Search the material for the string "Northwest" and copy each line where it occurs.

*** Block opens ***

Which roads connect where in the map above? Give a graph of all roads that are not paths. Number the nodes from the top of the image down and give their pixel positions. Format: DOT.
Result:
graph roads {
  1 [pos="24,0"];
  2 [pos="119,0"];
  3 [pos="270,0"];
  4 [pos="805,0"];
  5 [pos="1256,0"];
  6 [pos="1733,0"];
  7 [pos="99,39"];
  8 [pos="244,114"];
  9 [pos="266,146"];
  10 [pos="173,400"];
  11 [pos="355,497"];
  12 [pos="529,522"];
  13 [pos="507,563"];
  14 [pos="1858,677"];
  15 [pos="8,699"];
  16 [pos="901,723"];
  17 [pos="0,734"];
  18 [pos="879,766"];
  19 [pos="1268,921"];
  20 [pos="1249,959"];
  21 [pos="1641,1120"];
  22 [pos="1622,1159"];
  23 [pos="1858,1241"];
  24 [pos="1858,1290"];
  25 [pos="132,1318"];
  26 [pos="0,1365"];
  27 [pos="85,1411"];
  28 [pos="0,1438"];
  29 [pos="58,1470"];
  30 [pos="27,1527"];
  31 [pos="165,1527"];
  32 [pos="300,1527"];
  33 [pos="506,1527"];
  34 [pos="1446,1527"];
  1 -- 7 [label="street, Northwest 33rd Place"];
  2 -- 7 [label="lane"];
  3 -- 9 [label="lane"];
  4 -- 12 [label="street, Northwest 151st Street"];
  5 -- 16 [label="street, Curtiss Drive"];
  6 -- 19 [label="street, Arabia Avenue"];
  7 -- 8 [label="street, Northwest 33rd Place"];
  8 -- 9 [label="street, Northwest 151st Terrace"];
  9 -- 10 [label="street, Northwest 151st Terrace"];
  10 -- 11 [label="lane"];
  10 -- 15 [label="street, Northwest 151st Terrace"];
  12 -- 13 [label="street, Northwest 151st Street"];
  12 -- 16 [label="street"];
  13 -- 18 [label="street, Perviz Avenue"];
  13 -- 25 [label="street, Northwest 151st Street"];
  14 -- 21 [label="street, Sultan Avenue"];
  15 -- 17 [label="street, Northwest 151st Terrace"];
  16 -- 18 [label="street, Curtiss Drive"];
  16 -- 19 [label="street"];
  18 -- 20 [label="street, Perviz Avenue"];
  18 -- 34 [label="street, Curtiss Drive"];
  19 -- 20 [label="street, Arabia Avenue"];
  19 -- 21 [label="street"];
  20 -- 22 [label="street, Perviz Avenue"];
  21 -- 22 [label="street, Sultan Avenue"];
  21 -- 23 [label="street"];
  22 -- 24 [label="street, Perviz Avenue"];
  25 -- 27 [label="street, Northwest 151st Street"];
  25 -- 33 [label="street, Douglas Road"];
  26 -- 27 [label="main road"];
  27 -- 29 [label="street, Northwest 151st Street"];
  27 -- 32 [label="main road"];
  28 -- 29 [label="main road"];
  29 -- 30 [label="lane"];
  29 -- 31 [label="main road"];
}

*** Block closes ***

» Answer box
  1 -- 7 [label="street, Northwest 33rd Place"];
  4 -- 12 [label="street, Northwest 151st Street"];
  7 -- 8 [label="street, Northwest 33rd Place"];
  8 -- 9 [label="street, Northwest 151st Terrace"];
  9 -- 10 [label="street, Northwest 151st Terrace"];
  10 -- 15 [label="street, Northwest 151st Terrace"];
  12 -- 13 [label="street, Northwest 151st Street"];
  13 -- 25 [label="street, Northwest 151st Street"];
  15 -- 17 [label="street, Northwest 151st Terrace"];
  25 -- 27 [label="street, Northwest 151st Street"];
  27 -- 29 [label="street, Northwest 151st Street"];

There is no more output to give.